Happy New Year and welcome to Part II of our favourite books published in 2016 (part I being here)! If you want to declaim digitally, don’t forget to consult our guide to giving eBooks as gifts (updated for 2016!).
Nutshell by Ian McEwan
A classic thriller plot, with an ingenious choice for the narrating voice: a talking foetus whose (physically) limited point of view is balanced by his articulated eloquence and deep insight into parent and son relationships. A great present not only for Ian McEwan fans but for any mystery lover!
Warning: Do not make my mum’s mistake – this is not a good gift for your relative who is expecting.
Amina Antoniazzi, Quality Controller
Jessica Bell’s The Crooked Sixpence tells the fantastical story of Ivy and Seb, siblings who discover a very uncommon hidden underground world while trying to get to the bottom of a family secret. Complemented by beautiful illustrations – crisply displayed in the ebook – this magical adventure is the perfect gift for fantasy-loving middle-grade heroines and heroes.
Daniela Helming, Quality Controller
Running around like a headless chicken on a wild goose chase for the last minute perfect Christmas gift because you chickened out of going to the shops? All delivery times too late to get it by Christmas?
Not to worry – ebooks will get you out of the frying pan: one click and your gift is sorted. Let’s get cracking!
The charming Chicken Nugget is perfect for kids aged 2-5. The colourful illustrations are sure to capture attention and the story centres around the idea that even though Nugget is small, it can save the day. Not to mention that it is quite amusing for the adult reader to learn about Nugget’s assorted family: Burger, Fillet and Drumstick and insidious Franz.
The only caveat might be that the Christmas turkey is likely to inspire some concerned questions.
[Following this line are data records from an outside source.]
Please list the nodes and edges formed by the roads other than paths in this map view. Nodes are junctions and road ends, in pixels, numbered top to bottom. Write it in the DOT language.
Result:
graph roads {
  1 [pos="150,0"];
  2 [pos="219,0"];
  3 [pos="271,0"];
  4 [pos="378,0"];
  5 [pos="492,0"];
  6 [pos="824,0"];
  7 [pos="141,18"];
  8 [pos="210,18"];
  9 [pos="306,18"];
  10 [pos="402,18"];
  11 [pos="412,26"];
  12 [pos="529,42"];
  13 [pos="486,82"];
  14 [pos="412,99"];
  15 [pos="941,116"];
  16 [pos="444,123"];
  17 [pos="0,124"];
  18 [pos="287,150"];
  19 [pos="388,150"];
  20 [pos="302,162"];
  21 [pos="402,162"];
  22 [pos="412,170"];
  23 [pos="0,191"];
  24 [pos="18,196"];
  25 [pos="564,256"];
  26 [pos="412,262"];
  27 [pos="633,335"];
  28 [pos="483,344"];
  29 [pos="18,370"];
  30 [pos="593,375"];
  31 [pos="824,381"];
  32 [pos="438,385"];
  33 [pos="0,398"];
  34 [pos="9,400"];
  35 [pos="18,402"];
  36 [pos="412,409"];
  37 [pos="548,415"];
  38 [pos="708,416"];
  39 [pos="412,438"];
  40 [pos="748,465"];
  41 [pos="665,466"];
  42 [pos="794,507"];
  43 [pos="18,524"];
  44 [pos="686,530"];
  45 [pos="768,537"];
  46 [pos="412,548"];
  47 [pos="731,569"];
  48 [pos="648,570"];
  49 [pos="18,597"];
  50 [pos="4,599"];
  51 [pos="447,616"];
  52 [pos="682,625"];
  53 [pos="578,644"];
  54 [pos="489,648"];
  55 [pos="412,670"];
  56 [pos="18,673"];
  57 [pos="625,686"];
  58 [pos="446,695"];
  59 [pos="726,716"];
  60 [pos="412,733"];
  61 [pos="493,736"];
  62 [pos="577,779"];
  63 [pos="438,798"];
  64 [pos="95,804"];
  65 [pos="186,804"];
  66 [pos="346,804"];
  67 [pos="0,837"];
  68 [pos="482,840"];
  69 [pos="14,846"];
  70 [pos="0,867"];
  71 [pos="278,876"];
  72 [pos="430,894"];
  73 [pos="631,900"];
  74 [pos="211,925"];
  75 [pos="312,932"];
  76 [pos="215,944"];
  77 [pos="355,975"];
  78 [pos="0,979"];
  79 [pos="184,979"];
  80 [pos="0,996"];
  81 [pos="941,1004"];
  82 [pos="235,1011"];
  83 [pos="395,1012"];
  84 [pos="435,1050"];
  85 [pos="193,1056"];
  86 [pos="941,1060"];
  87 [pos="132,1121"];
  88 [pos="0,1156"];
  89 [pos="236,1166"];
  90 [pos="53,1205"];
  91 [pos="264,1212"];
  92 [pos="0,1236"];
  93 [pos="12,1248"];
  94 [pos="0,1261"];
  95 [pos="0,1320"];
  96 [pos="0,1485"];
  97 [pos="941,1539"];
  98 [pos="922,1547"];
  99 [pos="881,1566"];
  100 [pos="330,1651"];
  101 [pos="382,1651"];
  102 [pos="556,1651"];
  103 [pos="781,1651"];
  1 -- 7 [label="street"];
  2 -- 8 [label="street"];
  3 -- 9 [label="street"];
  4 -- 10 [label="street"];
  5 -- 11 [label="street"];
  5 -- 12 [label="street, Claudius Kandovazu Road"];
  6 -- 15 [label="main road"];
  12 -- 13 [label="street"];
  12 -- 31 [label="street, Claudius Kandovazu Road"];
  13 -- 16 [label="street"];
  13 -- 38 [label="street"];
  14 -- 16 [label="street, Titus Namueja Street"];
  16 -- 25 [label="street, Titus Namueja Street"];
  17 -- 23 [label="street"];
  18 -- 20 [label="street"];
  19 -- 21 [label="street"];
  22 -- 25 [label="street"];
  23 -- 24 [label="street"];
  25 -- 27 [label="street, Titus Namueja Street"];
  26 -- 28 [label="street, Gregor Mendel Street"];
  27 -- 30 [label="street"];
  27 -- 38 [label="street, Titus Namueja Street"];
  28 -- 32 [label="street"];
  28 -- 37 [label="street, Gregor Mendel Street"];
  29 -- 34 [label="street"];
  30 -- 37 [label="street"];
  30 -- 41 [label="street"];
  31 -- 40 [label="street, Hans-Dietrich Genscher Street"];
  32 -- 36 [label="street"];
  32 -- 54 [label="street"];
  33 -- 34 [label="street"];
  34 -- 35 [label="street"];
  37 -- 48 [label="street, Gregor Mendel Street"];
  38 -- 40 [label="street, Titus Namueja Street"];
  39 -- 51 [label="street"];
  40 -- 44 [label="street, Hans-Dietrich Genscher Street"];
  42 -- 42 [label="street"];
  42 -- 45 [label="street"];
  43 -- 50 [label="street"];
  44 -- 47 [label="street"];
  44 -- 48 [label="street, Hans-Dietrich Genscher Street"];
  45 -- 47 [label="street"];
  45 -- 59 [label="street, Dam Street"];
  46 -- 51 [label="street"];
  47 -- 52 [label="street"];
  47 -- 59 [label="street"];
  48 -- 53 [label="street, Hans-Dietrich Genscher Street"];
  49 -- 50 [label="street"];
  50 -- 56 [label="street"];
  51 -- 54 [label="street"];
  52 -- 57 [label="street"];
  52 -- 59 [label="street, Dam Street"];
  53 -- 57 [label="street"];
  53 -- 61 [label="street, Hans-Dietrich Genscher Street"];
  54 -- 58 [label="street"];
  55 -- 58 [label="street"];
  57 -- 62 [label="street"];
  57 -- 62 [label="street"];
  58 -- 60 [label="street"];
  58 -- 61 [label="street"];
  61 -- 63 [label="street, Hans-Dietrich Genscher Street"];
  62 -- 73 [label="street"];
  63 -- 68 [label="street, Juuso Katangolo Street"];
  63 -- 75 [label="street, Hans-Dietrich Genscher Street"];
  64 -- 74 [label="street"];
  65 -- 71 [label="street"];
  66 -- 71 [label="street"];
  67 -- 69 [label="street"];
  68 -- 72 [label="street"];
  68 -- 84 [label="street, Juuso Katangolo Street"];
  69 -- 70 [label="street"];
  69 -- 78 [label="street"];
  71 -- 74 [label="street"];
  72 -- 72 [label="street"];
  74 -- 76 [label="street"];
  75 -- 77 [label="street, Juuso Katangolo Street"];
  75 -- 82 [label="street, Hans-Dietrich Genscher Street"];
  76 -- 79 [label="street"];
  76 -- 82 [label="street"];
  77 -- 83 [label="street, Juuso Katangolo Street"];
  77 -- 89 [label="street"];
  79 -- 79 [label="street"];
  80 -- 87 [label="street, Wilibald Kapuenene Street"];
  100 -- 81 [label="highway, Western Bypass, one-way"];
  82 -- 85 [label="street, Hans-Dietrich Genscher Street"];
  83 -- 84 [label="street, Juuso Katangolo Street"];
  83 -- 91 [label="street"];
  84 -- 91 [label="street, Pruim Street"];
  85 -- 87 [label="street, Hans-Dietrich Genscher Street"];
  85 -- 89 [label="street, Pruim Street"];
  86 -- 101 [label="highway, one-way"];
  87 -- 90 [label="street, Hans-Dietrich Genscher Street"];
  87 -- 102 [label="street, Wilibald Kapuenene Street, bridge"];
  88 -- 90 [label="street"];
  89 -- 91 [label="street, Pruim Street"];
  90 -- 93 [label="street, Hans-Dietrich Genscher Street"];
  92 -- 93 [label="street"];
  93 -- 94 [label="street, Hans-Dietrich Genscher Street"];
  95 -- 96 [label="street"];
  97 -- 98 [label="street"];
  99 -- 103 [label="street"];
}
Leah Stolzenburg, Quality Control Manager
It was an oddly mild December Sunday, and two of my housemates were very hungover. Spirits were low, as was the temperature; why even my housemates’ heads fell below the sofa-line. Not a soul moved, nor wanted to. And yet these weary adolescents needed sustenance beyond Lucozade and reheated Chinese takeaway. As such, I played them Snow Day, read by Bill Nighy in a voice that sounds like a pile of leaves coming to life, and, for whole minutes, the pain of the previous night’s choices abated. Was a quiet, possibly-still-drunk tear shed at the book’s close, when there’ll be no more snow for another year? Who am I to ask such questions after Christmas? Written by Richard Curtis, illustrated by Rebecca Cobb, Snow Day is good for children both young and not-so-young; it warms the heart without smothering it in schmaltz, and charms the eye with its rough and affectionate sketches. Try the enhanced ebook edition for Bill Nighy’s autumnal readalong narration.
So that’s us for 2016, but wait, there’s more? It seems Jess really was taken up by the spirit of recommendation, as she’s here again with a book to look forward to in 2017:
I Can Only Draw Worms by Will Mabbitt (January 2017)
Whether in paper or as an ebook, this is not your typical children’s counting book. Will Mabbitt’s newest comedic masterpiece will keep you on the edge of your seat for all 34 pages with intrigue, tragedy, mistaken identity, artistic prowess and humour. Crack open the book to find out: Where has Worm Nine gone? What fate has befallen Worm Eight? Will Worm Six and Seven survive their epic space adventure? And will the author EVER attempt to draw anything other than worms? (See the title for a hint). Prepare to share the laughs with your kids!